>
>Roger D. Johnson wrote:
>
>>Poor Jon is going to think I'm picking on him but I must disagree on his
>>statements about conjugate matching of amplifiers. In reality the PA tube is
only
>>matched to the extent that it produces the desired power output.
>
>Nope, not picking on me! It's a good discussion!
>
>First of all, I do agree with your statement. In reality your right, we
>match the tube for our desired power output. But is "desired" power
>output really the most efficient or is it the maximum available power
>output?
>
? Who tunes for max efficiency?
>>We can see this by the design
>>steps required. First, the output power is selected. Then we pick a tube and
a
>>reasonable anode voltage to produce that power. Then we compute the necessary
>>current and multiply that by a fudge
>>factor for the class of operation. The anode voltage is divided by the
>>previous value and that gives the impedance the tube must work into to
produce the
>>desiredpower output.
>
>OK, You are correct here. The tube needs a specific load impedance to
>work into. For my 4-1K if I remember correctly it is on the order of
>4700 Ohms real resistance.
>
>>A matching network is then designed to transform that impedance to 50 ohms
(usually).
>
>Correct.
>
>>Notice that at no time was the actual output impedance or load
>>resistance of the tube used!
>
>Huh?
? it's gotta be a typo.
>.......because the tube is not linearly biased. It acts more as a switch
......
? Undoubtedly unsliced bologna. You outta know better, Jon. The tube
is typically biased linearly for over half of the 360-degree cycle.
>and therefore that impedance varies over the drive cycle.
? The critical moment is the instant of max. peak emission when
instantaneous anode volts reach a minimum. .
> This is the reason
>also that the tank circuit needs to have a fairly decent Q so that it can
>constantly deliver energy to the load over the drive cycle of the tube.
>I wouldn't want to stake my life on it, but that specified load impedance
>is probably pretty close to the average output impedance of the tube over
>the drive cycle. That's the way the laws of physics require it to be in
>order to maximize power transfer.
>
>>The fact that the tube is not "matched" to the load also explains why
>>most of the reflected power is again reflected at the amplifier and goes
back towards
>>the antenna.
>
>No, that's not correct. If the output of the amplifier tank circuit is
>conjugately matched to the impedance of the feed line, you won't get any
>power reflected back to the antenna. The fact that the tube might not be
>matched completely to the tank doesn't affect that.

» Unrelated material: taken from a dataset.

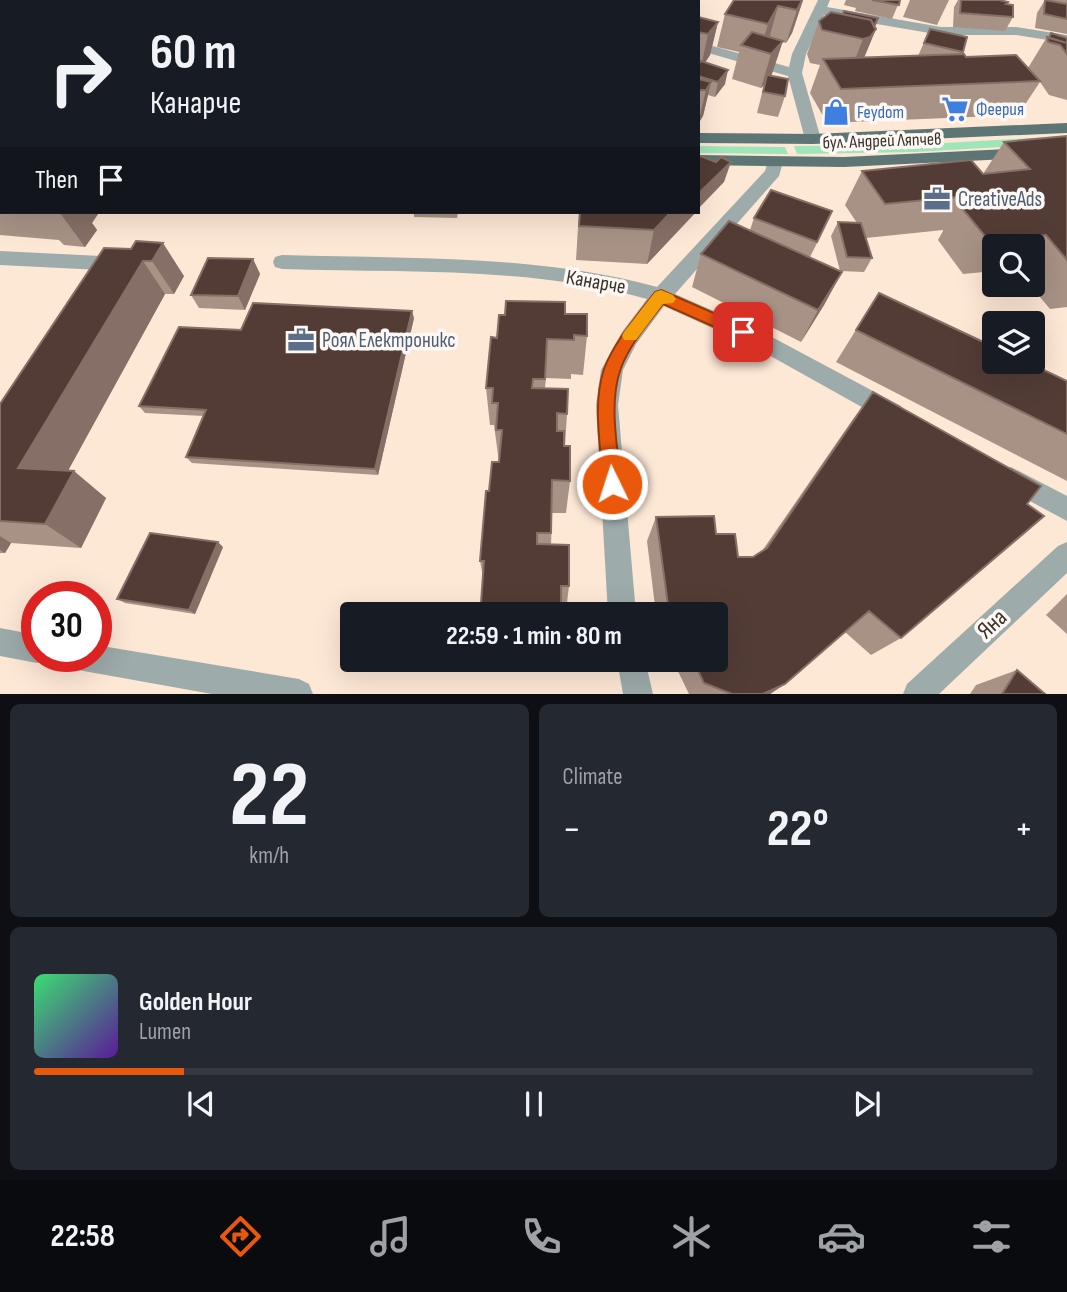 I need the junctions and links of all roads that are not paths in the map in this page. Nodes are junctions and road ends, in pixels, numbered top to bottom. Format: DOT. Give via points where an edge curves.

The tube not being
>completely matched to the tank means that you won't be able to deliver
>all of the available power to the tank in the first place.
? When the tank is tuned for max out into a less than perfect load, one
is delivering all there is. // Who tunes their amplifier for a
conjugate match?
>In other words, a mismatch between tube and tank decreases gain and
efficiency.
>
? not if the tank is adjustable.
>........
- Rich..., 805.386.3734, www.vcnet.com/measures.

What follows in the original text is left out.